[Die folgende Erklärung wurde uns per Mail zugespielt, wir veröffentlichen sie gerne – Super Aktion!“]
Am heutigen Montag, 14. Mai 2018, haben einige wilde Tiere – Gepard, Giraffe, Hai, Löwe, Schimpanse und Tiger – den Firmensitz der »Leyendecker Gruppe« an der Konstablerwache (Kurt-Schumacher-Straße 30-32) besucht, um mit Spruchbändern auf die üble Geschäftspraxis des Unternehmens aufmerksam zu machen.

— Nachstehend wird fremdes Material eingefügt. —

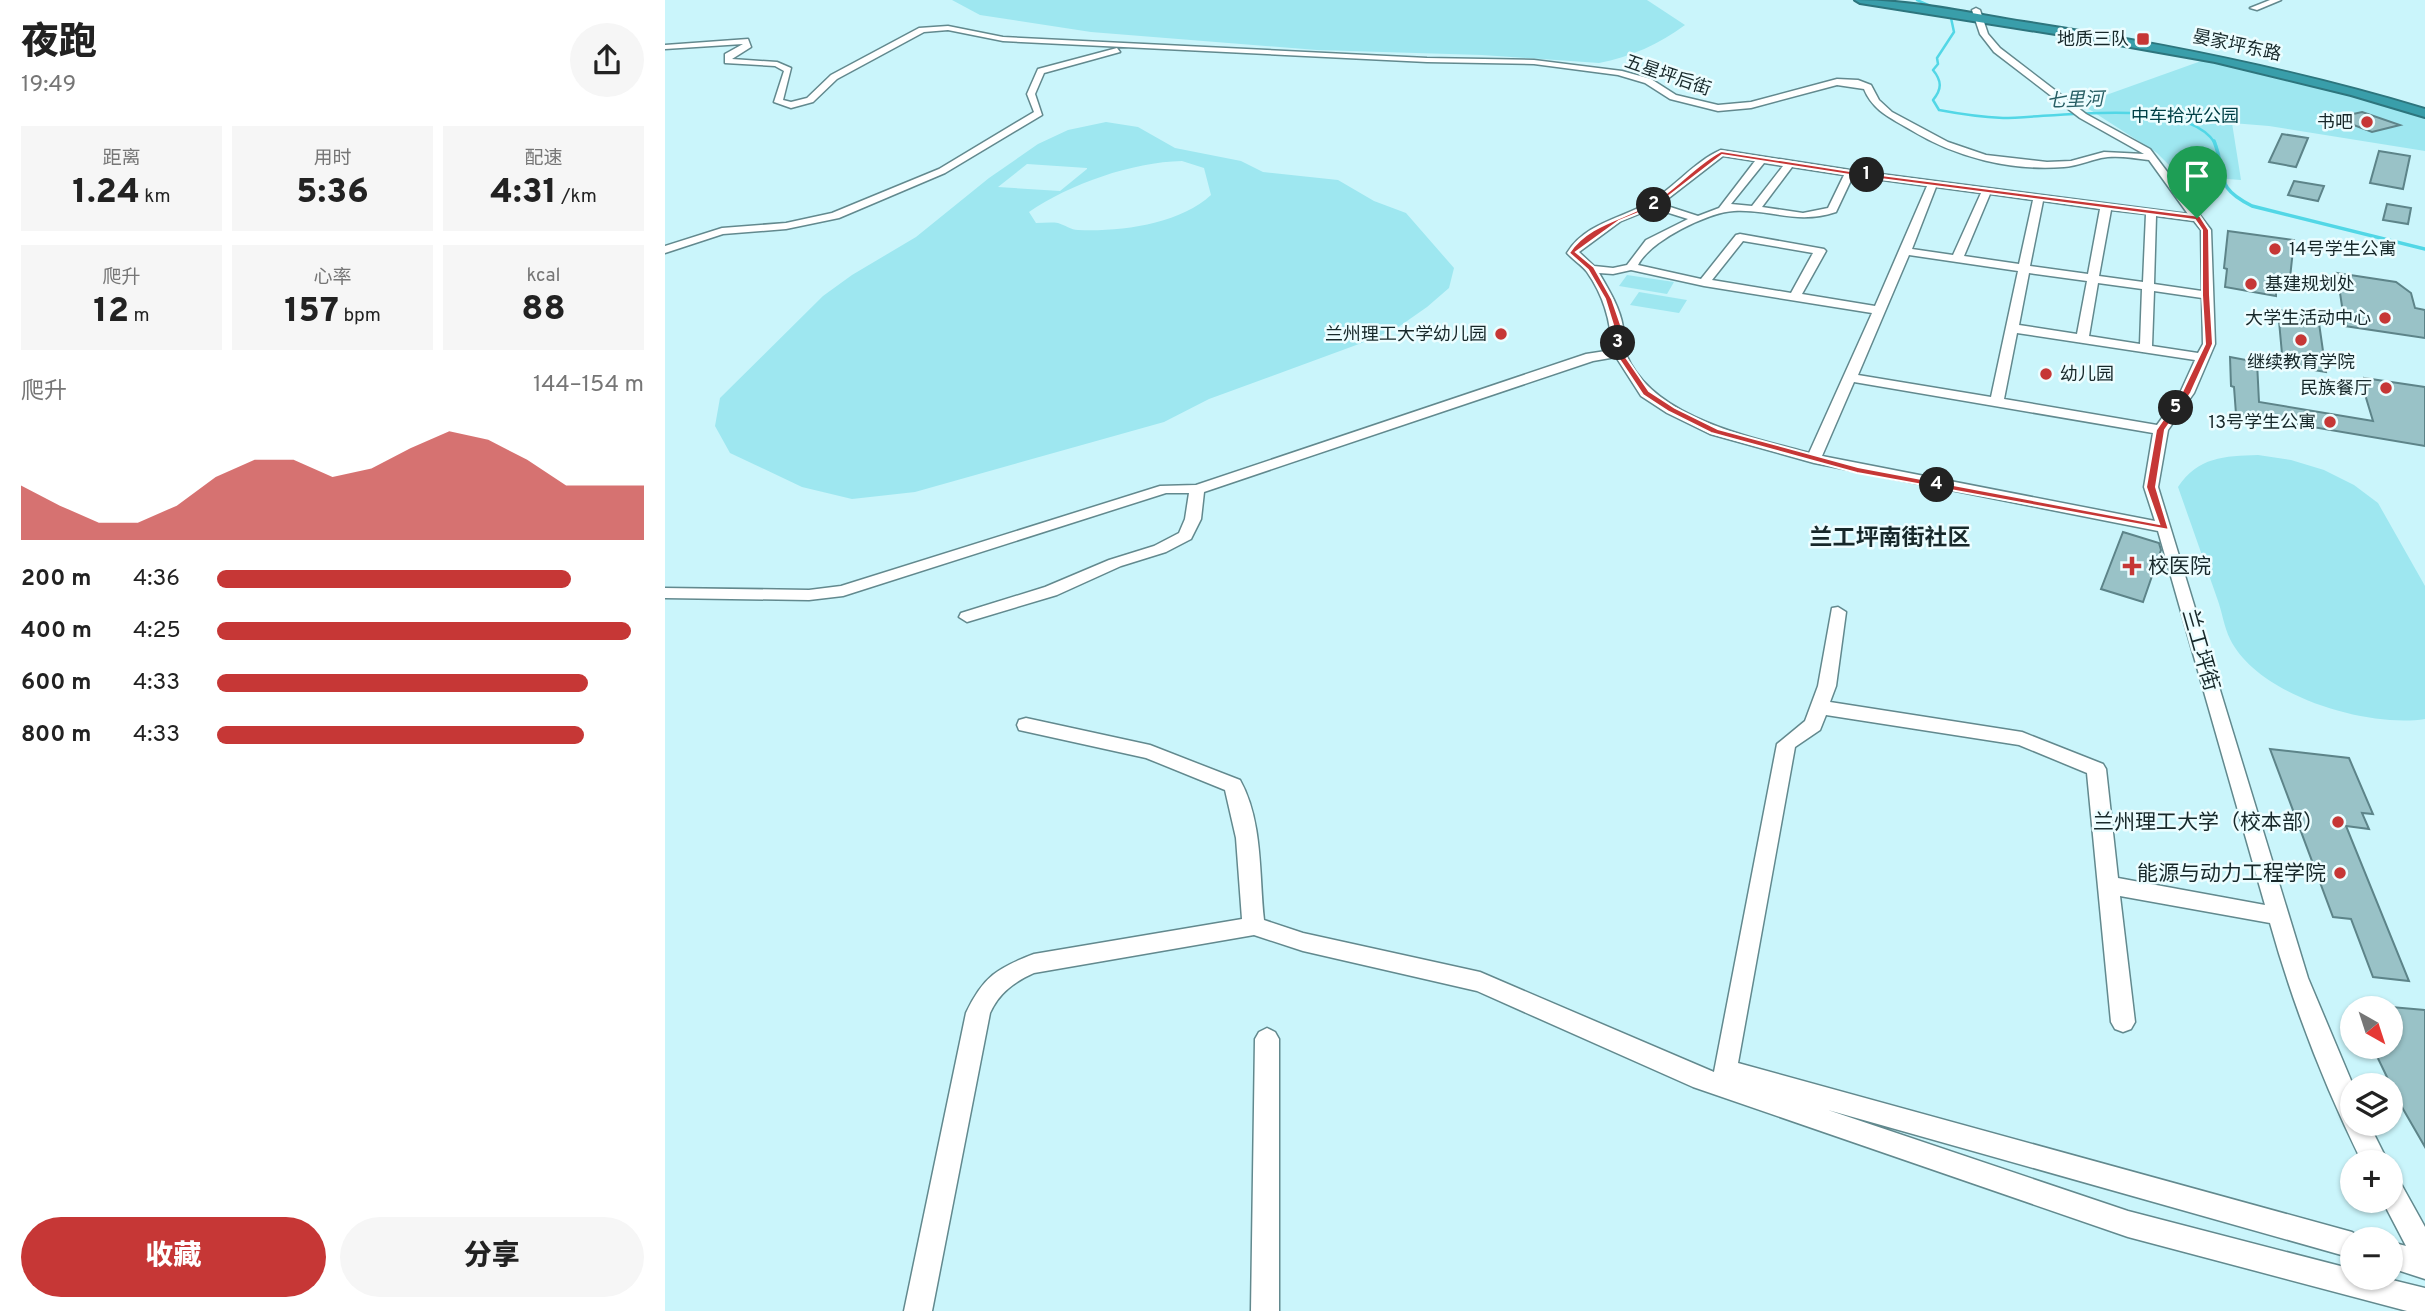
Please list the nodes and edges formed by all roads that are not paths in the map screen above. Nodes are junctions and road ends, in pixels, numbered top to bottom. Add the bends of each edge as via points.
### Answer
1 (1860, 0) edge
2 (1884, 0) edge
3 (1944, 0) edge
4 (2277, 0) edge
5 (2254, 8) dead end
6 (1977, 10) edge
7 (1959, 14) junction
8 (2040, 27) junction
9 (1144, 44) junction
10 (665, 47) edge
11 (2234, 59) junction
12 (2425, 108) edge
13 (2425, 113) edge
14 (2151, 157) junction
15 (1762, 159) junction
16 (1789, 164) junction
17 (1850, 173) junction
18 (1933, 183) junction
19 (1987, 190) junction
20 (2039, 196) junction
21 (1653, 205) junction
22 (2106, 206) junction
23 (1730, 208) junction
24 (1755, 209) junction
25 (2151, 211) junction
26 (2197, 218) junction
27 (1698, 219) junction
28 (665, 243) edge
29 (687, 244) junction
30 (665, 250) edge
31 (1905, 251) junction
32 (1958, 259) junction
33 (1631, 267) junction
34 (2026, 268) junction
35 (1591, 269) junction
36 (2092, 278) junction
37 (1704, 283) junction
38 (2149, 286) junction
39 (2206, 295) junction
40 (1795, 297) junction
41 (1879, 310) junction
42 (2012, 328) junction
43 (2082, 340) junction
44 (2146, 349) junction
45 (1619, 353) junction
46 (2204, 358) junction
47 (1849, 377) junction
48 (1997, 401) junction
49 (2161, 430) junction
50 (1814, 459) junction
51 (1197, 489) junction
52 (2165, 528) junction
53 (665, 593) edge
54 (1838, 612) dead end
55 (967, 617) dead end
56 (1819, 707) junction
57 (1025, 725) dead end
58 (2109, 885) junction
59 (2279, 916) junction
60 (1254, 926) junction
61 (2123, 1022) dead end
62 (1267, 1039) dead end
63 (2340, 1084) edge
64 (2403, 1213) edge
65 (2340, 1242) edge
66 (2425, 1254) edge
67 (2403, 1259) edge
68 (2425, 1265) edge
69 (2425, 1302) edge
70 (918, 1311) edge
71 (1265, 1311) edge

1 - 7 highway
2 - 7 highway
3 - 6 highway
4 - 5 street
6 - 7 highway
6 - 8 highway
6 - 8 highway
6 - 14 street, 兰工坪街 via 1985,34 1997,50 2083,116
8 - 11 highway, 晏家坪东路
9 - 10 street, 五星坪后街 via 1003,39 948,28 922,30 834,77 810,100 791,105 778,102 788,70 777,64 727,61 748,45 745,41
9 - 14 street, 五星坪后街 via 1534,62 1619,73 1648,81 1673,97 1718,108 1851,82 1868,87 1870,98 1881,108 1945,146 1968,153 2046,165 2111,155
9 - 29 street via 1041,71 1031,94 1039,113 943,171 835,216 722,231
11 - 12 highway, 晏家坪东路 via 2352,85
11 - 13 highway, 晏家坪东路
14 - 26 street, 兰工坪街
15 - 16 street
15 - 21 street via 1721,153
15 - 23 street via 1723,207
16 - 17 street
16 - 24 street
17 - 18 street
17 - 24 street via 1832,210 1818,216
18 - 19 street
18 - 31 street
19 - 20 street
19 - 32 street
20 - 22 street
20 - 34 street
21 - 27 street
21 - 35 street via 1617,219 1577,246 1573,253
22 - 25 street
22 - 36 street
23 - 24 street
23 - 27 street
25 - 26 street
25 - 38 street
26 - 39 street, 兰工坪街 via 2206,230
27 - 33 street via 1649,242
28 - 29 street
29 - 30 street
31 - 32 street
31 - 41 street
32 - 34 street
33 - 35 street
33 - 37 street
34 - 36 street
34 - 42 street
35 - 45 street via 1617,325
36 - 38 street
36 - 43 street
37 - 40 street
37 - 40 street via 1740,237 1821,251
38 - 39 street
38 - 44 street
39 - 46 street, 兰工坪街 via 2209,344
40 - 41 street
41 - 47 street
42 - 43 street
42 - 48 street
43 - 44 street
44 - 46 street
45 - 50 street via 1646,393 1672,410 1715,431
45 - 51 street via 1591,357
46 - 49 street, 兰工坪街
47 - 48 street
47 - 50 street
48 - 49 street
49 - 52 street, 兰工坪街 via 2151,487
50 - 52 street
51 - 53 street via 1165,489 843,591 809,595
51 - 55 street via 1193,519 1185,536 1051,591
52 - 59 street, 兰工坪街
54 - 56 street via 1827,686
56 - 58 street via 2022,740 2096,769
56 - 65 street via 1813,725 1786,744 1725,1070
57 - 60 street via 1150,752 1233,785 1249,841
58 - 59 street
58 - 61 street
59 - 63 street, 兰工坪街 via 2297,978
60 - 69 street via 1303,942 1480,982 1693,1076 2128,1224
60 - 70 street via 1034,964 1013,971 986,993 978,1013
62 - 71 street
64 - 66 street
67 - 68 street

Anlass für den unangemeldeten Besuch war ein Artikel in der Frankfurter Rundschau vom 11. Mai 2018. Darin wurde berichtet, dass die rund 500 Mieter*innen der Zoopassage im Frankfurter Ostend akut von Verdrängung bedroht sind. Nachdem in dem Gebäudekomplex über Jahre notwendige Reparaturen verschleppt wurden, sollen die Mieten mit dem Auslaufen der Sozialbindungen Anfang 2019 um die maximal zulässigen 15 Prozent steigen – und dann erneut alle drei Jahre. Außerdem wurde den Mieter*innen angekündigt, dass ab 2020 Sanierungsmaßnahmen anstehen, die neben massiven Bauarbeiten weitere Mieterhöhungen bedeuten würden. Im Ergebnis würde sich die Mehrheit der bisherigen Mieter*innen ihre Wohnungen in der Zoopassage nicht mehr leisten können. Die Folge wäre die Verdrängung der Bewohner*innen an den Rand der Stadt oder darüber hinaus – ihr Recht auf Stadt wäre Geschichte.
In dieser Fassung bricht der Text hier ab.